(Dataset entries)
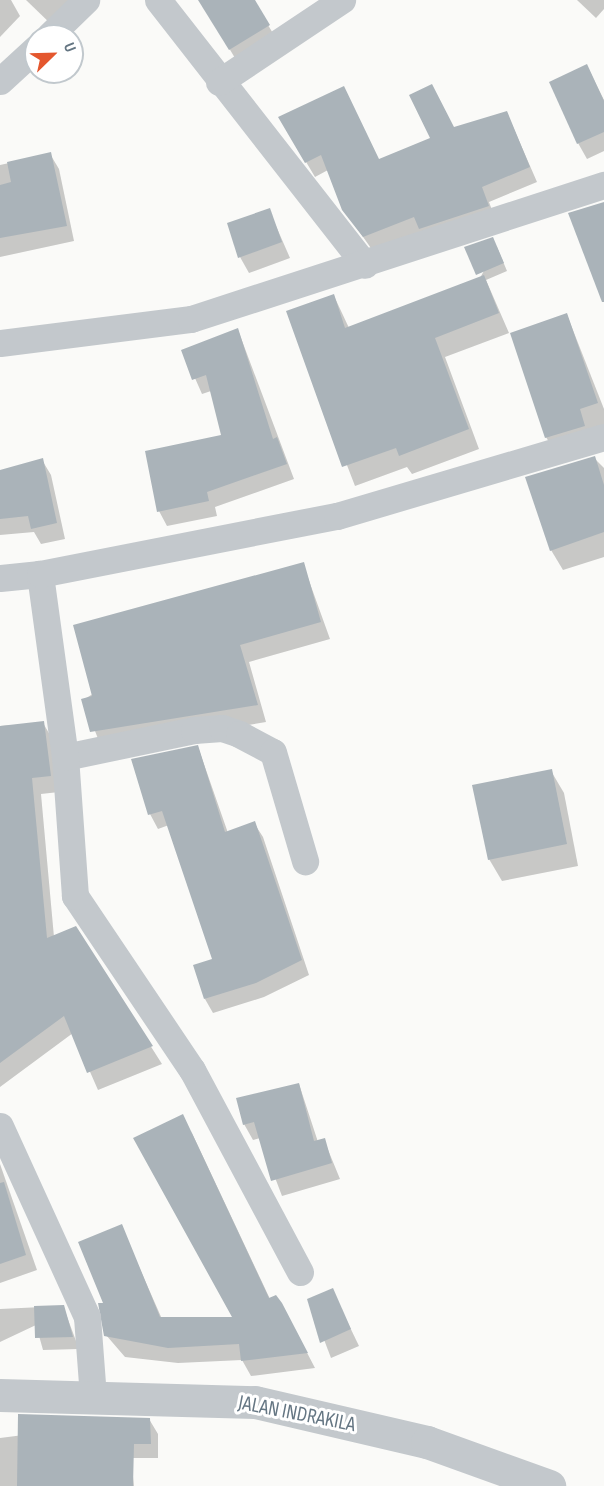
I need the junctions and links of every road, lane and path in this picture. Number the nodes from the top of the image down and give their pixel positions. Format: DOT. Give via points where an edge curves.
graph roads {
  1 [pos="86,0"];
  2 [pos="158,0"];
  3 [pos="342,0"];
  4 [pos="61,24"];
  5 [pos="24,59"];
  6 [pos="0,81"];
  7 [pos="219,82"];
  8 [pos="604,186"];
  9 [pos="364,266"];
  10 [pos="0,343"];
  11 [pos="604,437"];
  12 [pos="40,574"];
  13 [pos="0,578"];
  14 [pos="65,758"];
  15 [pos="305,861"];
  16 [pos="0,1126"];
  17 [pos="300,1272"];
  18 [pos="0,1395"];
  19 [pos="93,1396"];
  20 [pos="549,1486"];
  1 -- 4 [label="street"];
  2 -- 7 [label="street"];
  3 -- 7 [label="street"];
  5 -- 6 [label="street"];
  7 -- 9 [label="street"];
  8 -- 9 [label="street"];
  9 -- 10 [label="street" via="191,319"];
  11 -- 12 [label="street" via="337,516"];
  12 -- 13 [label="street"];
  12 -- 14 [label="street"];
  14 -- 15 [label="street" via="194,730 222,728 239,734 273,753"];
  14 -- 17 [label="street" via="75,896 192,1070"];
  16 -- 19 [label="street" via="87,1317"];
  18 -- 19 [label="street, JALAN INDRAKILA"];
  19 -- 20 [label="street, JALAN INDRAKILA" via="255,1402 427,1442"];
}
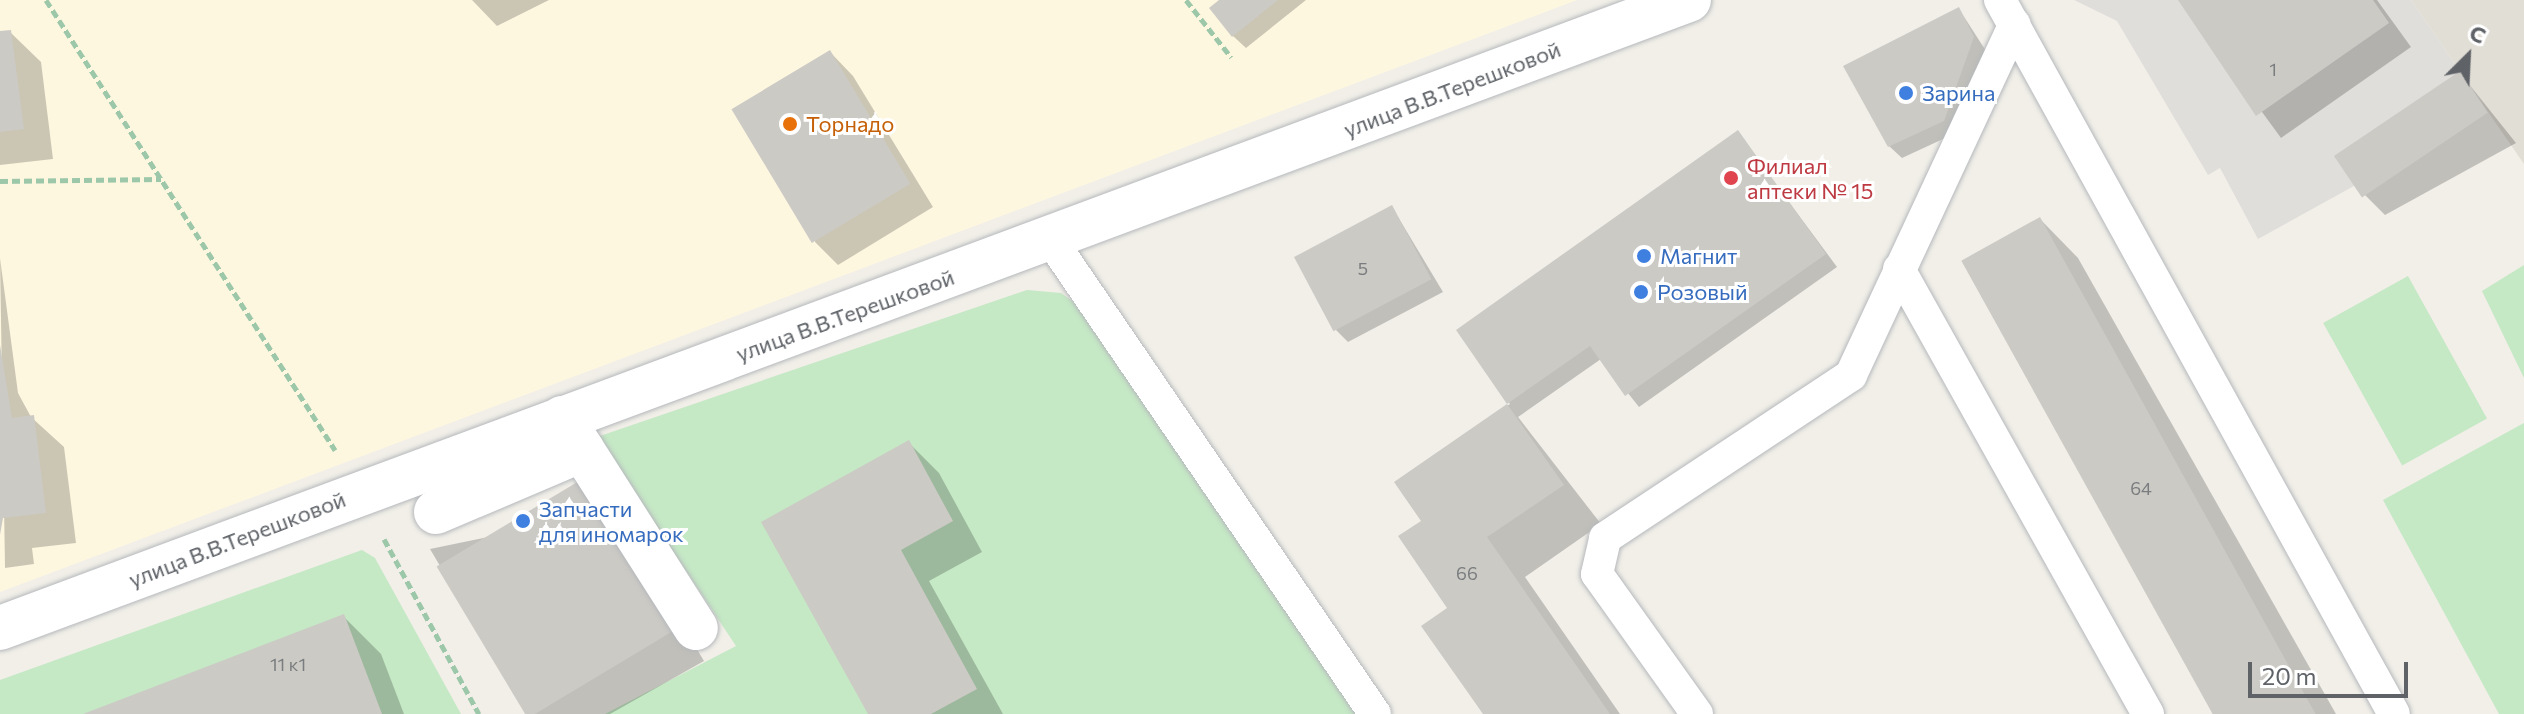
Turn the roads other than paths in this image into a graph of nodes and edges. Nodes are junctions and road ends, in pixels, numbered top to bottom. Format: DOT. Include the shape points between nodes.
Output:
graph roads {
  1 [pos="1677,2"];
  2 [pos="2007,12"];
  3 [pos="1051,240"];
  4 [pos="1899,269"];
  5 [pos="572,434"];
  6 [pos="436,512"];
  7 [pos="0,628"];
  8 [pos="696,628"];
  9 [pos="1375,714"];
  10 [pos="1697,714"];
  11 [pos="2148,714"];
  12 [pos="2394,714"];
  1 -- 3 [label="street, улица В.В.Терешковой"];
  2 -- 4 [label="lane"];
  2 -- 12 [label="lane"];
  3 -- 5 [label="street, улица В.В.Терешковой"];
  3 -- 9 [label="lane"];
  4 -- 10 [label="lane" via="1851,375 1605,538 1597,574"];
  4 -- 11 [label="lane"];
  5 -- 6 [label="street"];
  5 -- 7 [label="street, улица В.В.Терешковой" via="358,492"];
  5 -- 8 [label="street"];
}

* * *

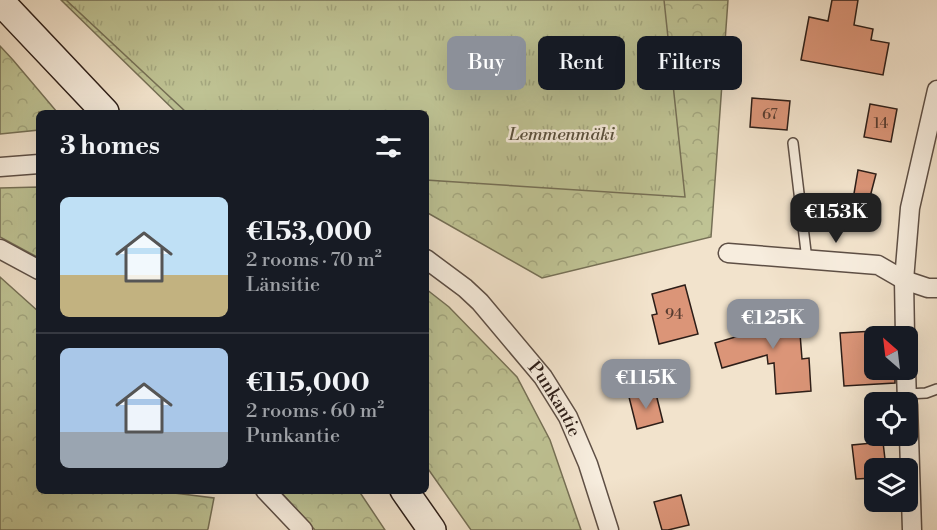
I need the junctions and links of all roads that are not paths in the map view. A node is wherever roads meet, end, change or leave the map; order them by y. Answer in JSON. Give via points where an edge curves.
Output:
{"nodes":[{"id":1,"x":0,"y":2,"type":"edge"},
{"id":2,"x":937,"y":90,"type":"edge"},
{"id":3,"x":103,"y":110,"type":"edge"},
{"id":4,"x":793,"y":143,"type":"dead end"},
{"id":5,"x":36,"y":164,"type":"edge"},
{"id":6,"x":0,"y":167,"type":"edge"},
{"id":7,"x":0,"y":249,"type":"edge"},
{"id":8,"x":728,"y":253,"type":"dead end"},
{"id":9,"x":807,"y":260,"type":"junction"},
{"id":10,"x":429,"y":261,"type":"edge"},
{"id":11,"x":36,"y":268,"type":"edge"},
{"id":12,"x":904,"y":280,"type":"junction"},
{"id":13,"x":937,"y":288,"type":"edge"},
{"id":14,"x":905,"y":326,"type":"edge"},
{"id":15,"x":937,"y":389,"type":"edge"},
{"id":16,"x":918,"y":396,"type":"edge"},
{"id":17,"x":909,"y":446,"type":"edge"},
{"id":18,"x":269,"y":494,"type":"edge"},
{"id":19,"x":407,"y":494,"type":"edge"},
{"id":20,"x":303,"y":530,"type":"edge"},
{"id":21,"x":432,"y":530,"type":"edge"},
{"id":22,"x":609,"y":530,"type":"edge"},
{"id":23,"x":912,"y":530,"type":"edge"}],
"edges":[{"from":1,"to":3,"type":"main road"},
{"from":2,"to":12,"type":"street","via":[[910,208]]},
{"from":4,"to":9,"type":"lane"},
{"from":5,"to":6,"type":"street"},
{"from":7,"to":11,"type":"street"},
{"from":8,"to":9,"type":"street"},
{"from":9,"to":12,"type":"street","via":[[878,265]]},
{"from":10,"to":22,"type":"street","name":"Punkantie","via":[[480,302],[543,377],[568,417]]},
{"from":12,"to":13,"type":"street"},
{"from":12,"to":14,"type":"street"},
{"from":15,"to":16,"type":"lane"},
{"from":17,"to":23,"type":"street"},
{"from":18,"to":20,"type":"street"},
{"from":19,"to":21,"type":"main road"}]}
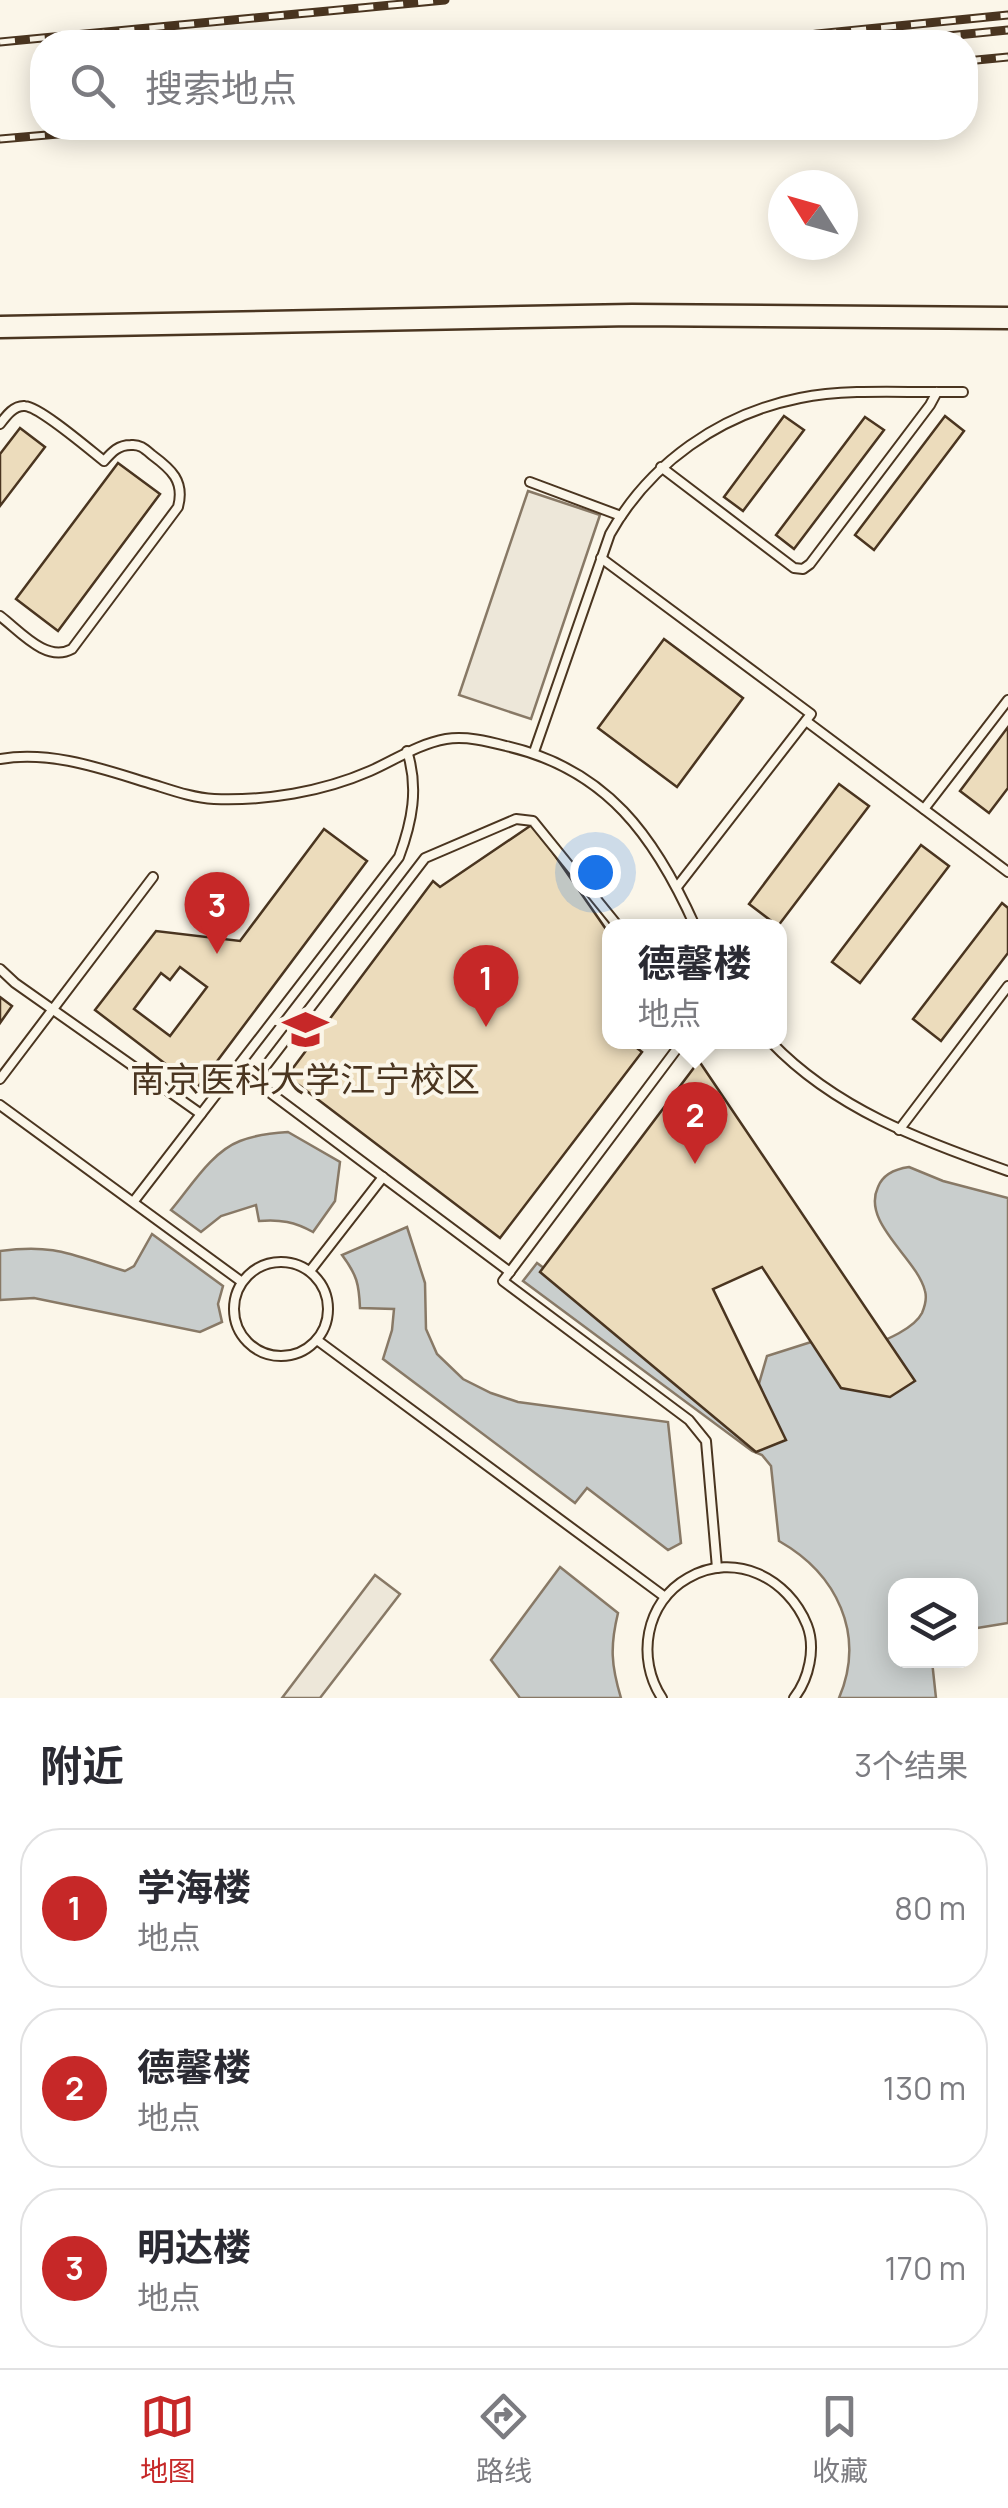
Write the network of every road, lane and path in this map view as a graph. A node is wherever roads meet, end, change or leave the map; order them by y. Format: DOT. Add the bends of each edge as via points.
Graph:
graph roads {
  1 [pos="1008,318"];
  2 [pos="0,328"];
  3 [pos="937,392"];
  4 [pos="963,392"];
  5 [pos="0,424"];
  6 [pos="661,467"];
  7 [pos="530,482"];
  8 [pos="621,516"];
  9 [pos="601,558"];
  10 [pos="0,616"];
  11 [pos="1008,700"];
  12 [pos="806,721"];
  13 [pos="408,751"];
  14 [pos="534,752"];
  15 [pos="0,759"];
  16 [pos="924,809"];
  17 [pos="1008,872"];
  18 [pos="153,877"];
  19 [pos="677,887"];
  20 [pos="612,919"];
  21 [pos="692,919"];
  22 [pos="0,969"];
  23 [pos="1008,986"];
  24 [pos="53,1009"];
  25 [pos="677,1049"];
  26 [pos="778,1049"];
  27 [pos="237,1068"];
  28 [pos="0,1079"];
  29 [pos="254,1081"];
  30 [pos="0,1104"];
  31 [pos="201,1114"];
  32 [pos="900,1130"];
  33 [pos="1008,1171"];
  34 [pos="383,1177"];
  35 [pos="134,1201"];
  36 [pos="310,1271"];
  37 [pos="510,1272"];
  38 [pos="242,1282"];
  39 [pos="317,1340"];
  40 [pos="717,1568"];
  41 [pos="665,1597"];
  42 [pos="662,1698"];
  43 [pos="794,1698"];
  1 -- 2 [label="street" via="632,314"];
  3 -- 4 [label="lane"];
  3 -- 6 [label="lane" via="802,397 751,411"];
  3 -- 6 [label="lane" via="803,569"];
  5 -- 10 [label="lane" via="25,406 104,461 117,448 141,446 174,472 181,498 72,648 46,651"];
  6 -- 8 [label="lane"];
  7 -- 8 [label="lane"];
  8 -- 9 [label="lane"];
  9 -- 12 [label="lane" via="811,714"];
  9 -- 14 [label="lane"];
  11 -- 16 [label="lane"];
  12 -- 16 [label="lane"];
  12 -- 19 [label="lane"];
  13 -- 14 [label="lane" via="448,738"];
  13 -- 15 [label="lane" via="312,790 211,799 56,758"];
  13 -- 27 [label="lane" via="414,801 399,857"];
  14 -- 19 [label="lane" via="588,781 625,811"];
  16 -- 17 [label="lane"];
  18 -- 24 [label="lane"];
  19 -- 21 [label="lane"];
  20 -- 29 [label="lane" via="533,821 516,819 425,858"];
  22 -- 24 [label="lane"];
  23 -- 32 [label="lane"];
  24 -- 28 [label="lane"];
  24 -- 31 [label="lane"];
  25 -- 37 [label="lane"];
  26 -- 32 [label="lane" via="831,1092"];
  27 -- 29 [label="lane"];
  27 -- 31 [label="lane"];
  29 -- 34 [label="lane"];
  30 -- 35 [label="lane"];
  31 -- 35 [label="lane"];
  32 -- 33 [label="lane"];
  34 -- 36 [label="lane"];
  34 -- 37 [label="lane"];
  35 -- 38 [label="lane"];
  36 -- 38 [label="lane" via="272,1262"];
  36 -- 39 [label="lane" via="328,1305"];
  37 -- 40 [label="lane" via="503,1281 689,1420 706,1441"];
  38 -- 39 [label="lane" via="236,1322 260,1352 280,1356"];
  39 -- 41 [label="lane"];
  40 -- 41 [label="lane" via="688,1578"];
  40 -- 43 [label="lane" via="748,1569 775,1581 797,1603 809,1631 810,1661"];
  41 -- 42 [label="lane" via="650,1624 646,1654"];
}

Work task -> Please go line by line through the records above, copying each one that holds the string "meet".

Output of the task ->
I need the junctions and links of all roads that are not paths in the map view. A node is wherever roads meet, end, change or leave the map; order them by y. Answer in JSON. Give via points where an edge curves.
Write the network of every road, lane and path in this map view as a graph. A node is wherever roads meet, end, change or leave the map; order them by y. Format: DOT. Add the bends of each edge as via points.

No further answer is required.